Before printing the listing, strip out its pictures and keep everything else exact.

DATA FOR THIS TASK:
================================

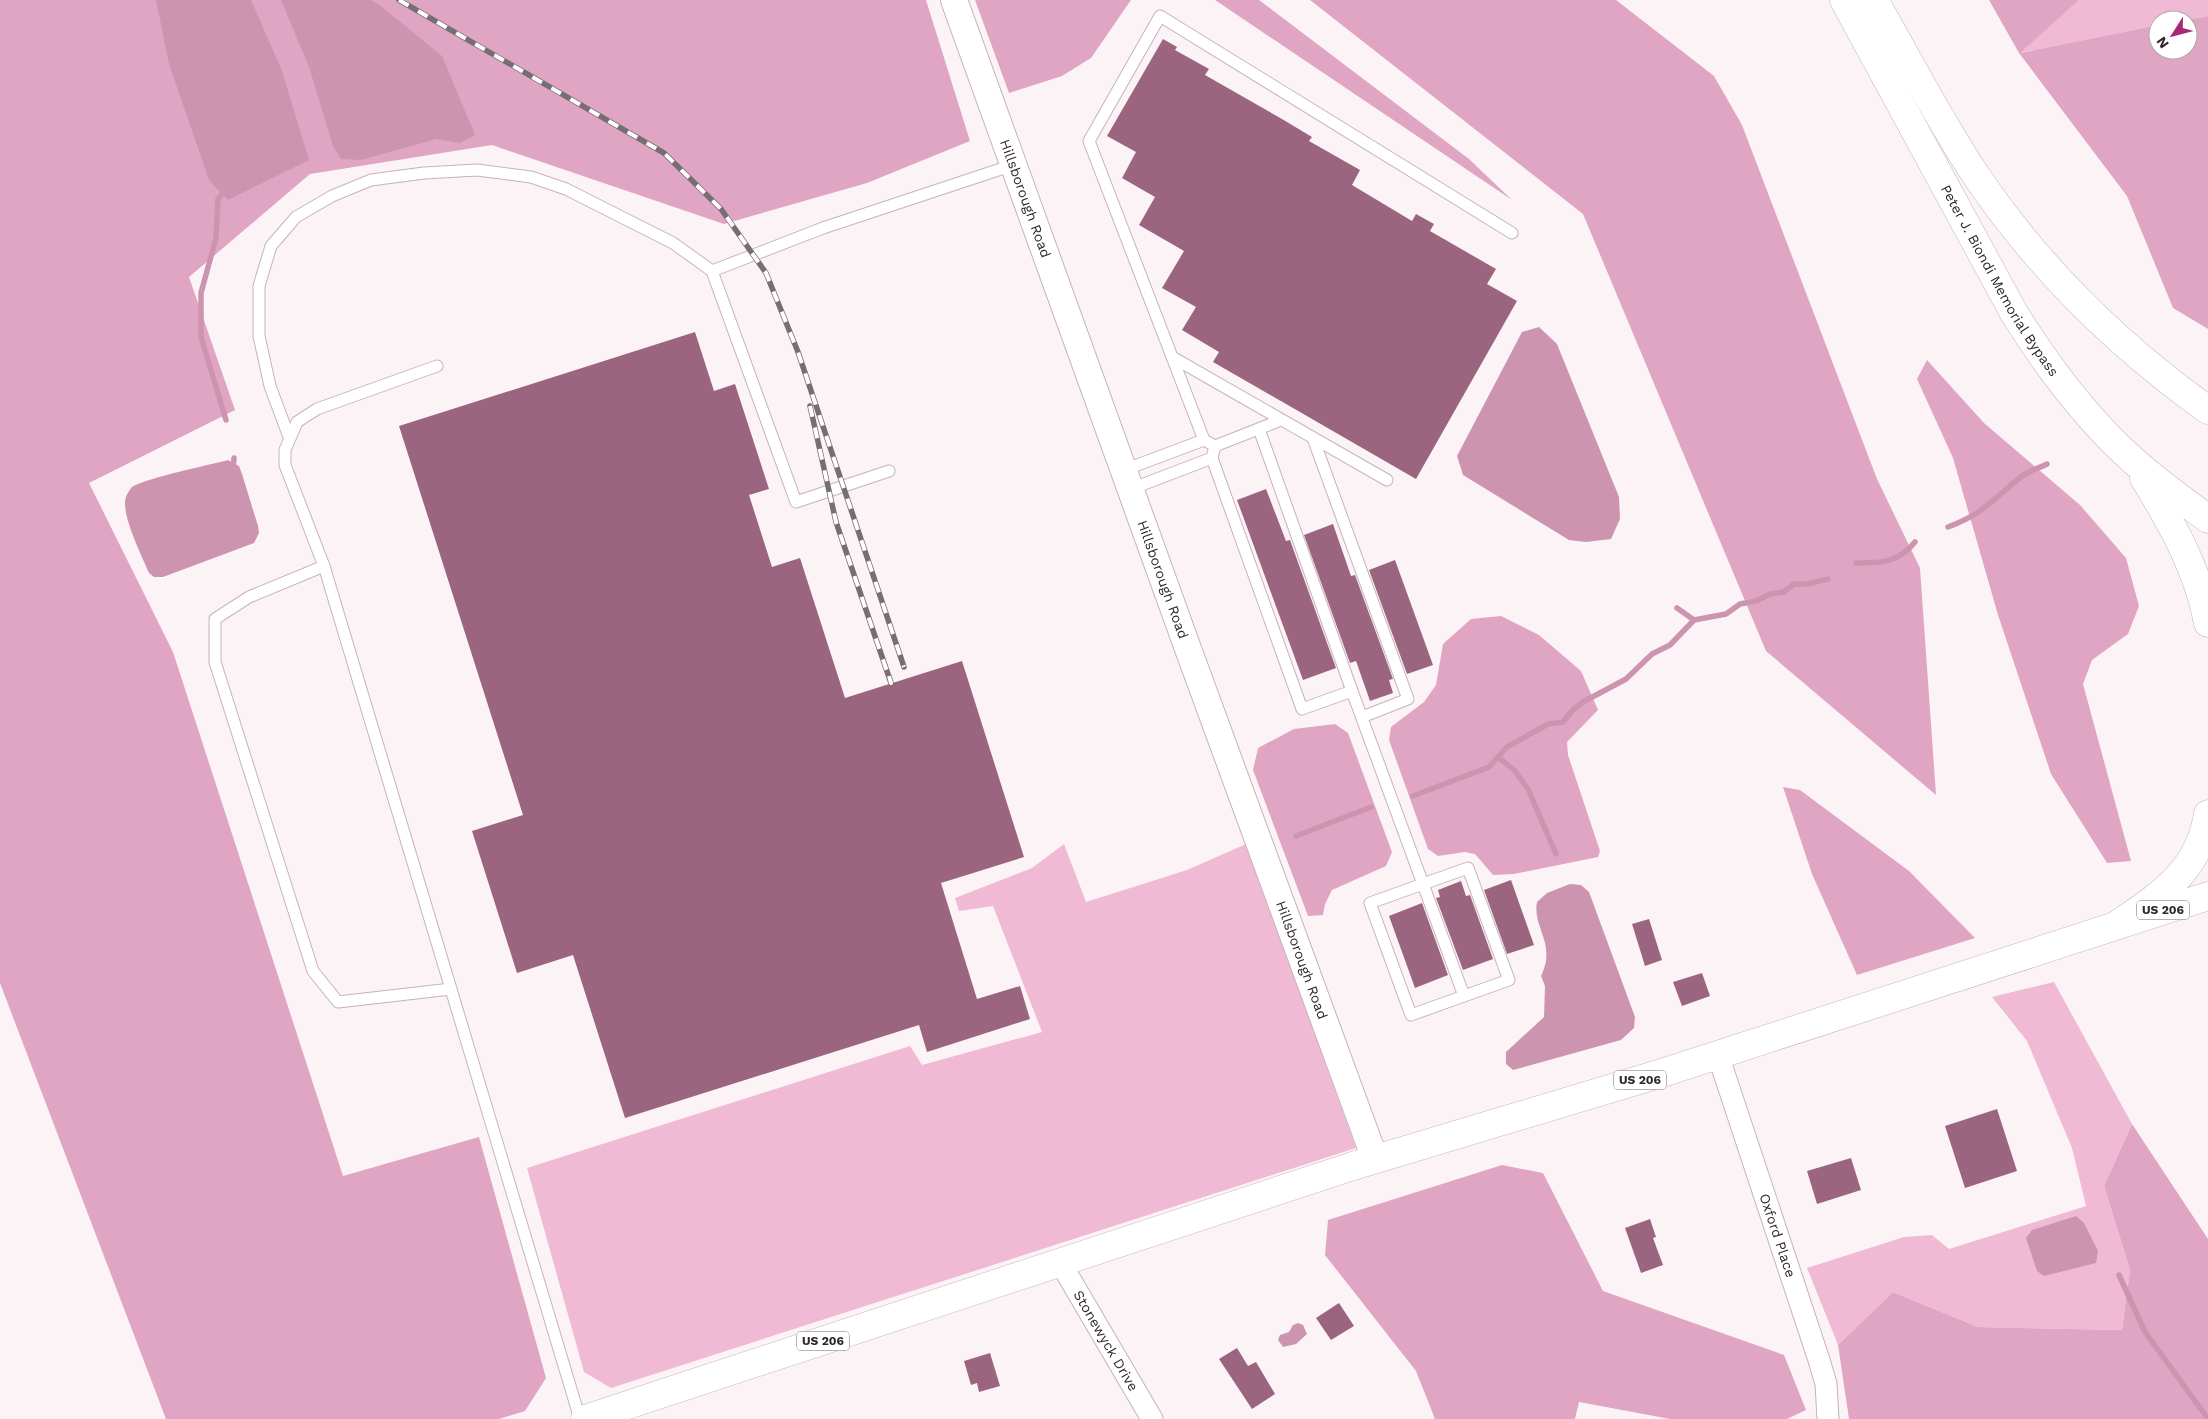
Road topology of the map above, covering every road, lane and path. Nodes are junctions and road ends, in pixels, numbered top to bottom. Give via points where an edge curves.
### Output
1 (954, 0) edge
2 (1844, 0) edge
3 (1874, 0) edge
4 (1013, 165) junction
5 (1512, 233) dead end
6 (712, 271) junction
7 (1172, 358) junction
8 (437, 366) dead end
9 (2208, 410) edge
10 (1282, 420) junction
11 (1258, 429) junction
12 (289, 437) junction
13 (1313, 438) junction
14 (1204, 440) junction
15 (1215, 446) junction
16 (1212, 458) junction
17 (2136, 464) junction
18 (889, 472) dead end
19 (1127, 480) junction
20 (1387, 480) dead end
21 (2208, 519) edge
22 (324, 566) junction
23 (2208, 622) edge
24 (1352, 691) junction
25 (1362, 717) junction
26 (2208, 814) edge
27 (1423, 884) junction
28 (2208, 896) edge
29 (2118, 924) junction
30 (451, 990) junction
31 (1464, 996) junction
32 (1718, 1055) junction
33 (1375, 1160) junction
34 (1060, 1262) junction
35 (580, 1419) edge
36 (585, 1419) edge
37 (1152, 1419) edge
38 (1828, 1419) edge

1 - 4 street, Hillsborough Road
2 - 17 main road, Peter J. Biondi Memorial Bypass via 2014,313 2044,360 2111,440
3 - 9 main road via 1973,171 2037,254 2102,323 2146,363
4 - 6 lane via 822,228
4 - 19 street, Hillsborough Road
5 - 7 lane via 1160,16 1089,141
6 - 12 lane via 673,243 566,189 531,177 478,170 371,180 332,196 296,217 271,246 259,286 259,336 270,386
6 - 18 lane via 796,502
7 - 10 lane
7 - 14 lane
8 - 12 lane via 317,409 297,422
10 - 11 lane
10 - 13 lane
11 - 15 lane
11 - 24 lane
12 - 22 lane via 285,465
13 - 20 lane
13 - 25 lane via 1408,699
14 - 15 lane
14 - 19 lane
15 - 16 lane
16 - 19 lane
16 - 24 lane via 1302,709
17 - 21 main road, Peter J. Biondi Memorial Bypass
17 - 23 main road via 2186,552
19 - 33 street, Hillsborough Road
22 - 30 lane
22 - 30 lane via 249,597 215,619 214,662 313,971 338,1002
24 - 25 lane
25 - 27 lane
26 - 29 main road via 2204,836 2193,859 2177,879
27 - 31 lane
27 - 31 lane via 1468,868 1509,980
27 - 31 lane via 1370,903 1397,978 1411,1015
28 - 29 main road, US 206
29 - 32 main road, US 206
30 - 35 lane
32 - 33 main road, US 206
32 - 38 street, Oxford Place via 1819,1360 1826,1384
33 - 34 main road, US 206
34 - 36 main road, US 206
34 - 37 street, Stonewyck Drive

================================

SOLVED EXERCISE:
Road topology of the map above, covering every road, lane and path. Nodes are junctions and road ends, in pixels, numbered top to bottom. Give via points where an edge curves.
### Output
1 (954, 0) edge
2 (1844, 0) edge
3 (1874, 0) edge
4 (1013, 165) junction
5 (1512, 233) dead end
6 (712, 271) junction
7 (1172, 358) junction
8 (437, 366) dead end
9 (2208, 410) edge
10 (1282, 420) junction
11 (1258, 429) junction
12 (289, 437) junction
13 (1313, 438) junction
14 (1204, 440) junction
15 (1215, 446) junction
16 (1212, 458) junction
17 (2136, 464) junction
18 (889, 472) dead end
19 (1127, 480) junction
20 (1387, 480) dead end
21 (2208, 519) edge
22 (324, 566) junction
23 (2208, 622) edge
24 (1352, 691) junction
25 (1362, 717) junction
26 (2208, 814) edge
27 (1423, 884) junction
28 (2208, 896) edge
29 (2118, 924) junction
30 (451, 990) junction
31 (1464, 996) junction
32 (1718, 1055) junction
33 (1375, 1160) junction
34 (1060, 1262) junction
35 (580, 1419) edge
36 (585, 1419) edge
37 (1152, 1419) edge
38 (1828, 1419) edge

1 - 4 street, Hillsborough Road
2 - 17 main road, Peter J. Biondi Memorial Bypass via 2014,313 2044,360 2111,440
3 - 9 main road via 1973,171 2037,254 2102,323 2146,363
4 - 6 lane via 822,228
4 - 19 street, Hillsborough Road
5 - 7 lane via 1160,16 1089,141
6 - 12 lane via 673,243 566,189 531,177 478,170 371,180 332,196 296,217 271,246 259,286 259,336 270,386
6 - 18 lane via 796,502
7 - 10 lane
7 - 14 lane
8 - 12 lane via 317,409 297,422
10 - 11 lane
10 - 13 lane
11 - 15 lane
11 - 24 lane
12 - 22 lane via 285,465
13 - 20 lane
13 - 25 lane via 1408,699
14 - 15 lane
14 - 19 lane
15 - 16 lane
16 - 19 lane
16 - 24 lane via 1302,709
17 - 21 main road, Peter J. Biondi Memorial Bypass
17 - 23 main road via 2186,552
19 - 33 street, Hillsborough Road
22 - 30 lane
22 - 30 lane via 249,597 215,619 214,662 313,971 338,1002
24 - 25 lane
25 - 27 lane
26 - 29 main road via 2204,836 2193,859 2177,879
27 - 31 lane
27 - 31 lane via 1468,868 1509,980
27 - 31 lane via 1370,903 1397,978 1411,1015
28 - 29 main road, US 206
29 - 32 main road, US 206
30 - 35 lane
32 - 33 main road, US 206
32 - 38 street, Oxford Place via 1819,1360 1826,1384
33 - 34 main road, US 206
34 - 36 main road, US 206
34 - 37 street, Stonewyck Drive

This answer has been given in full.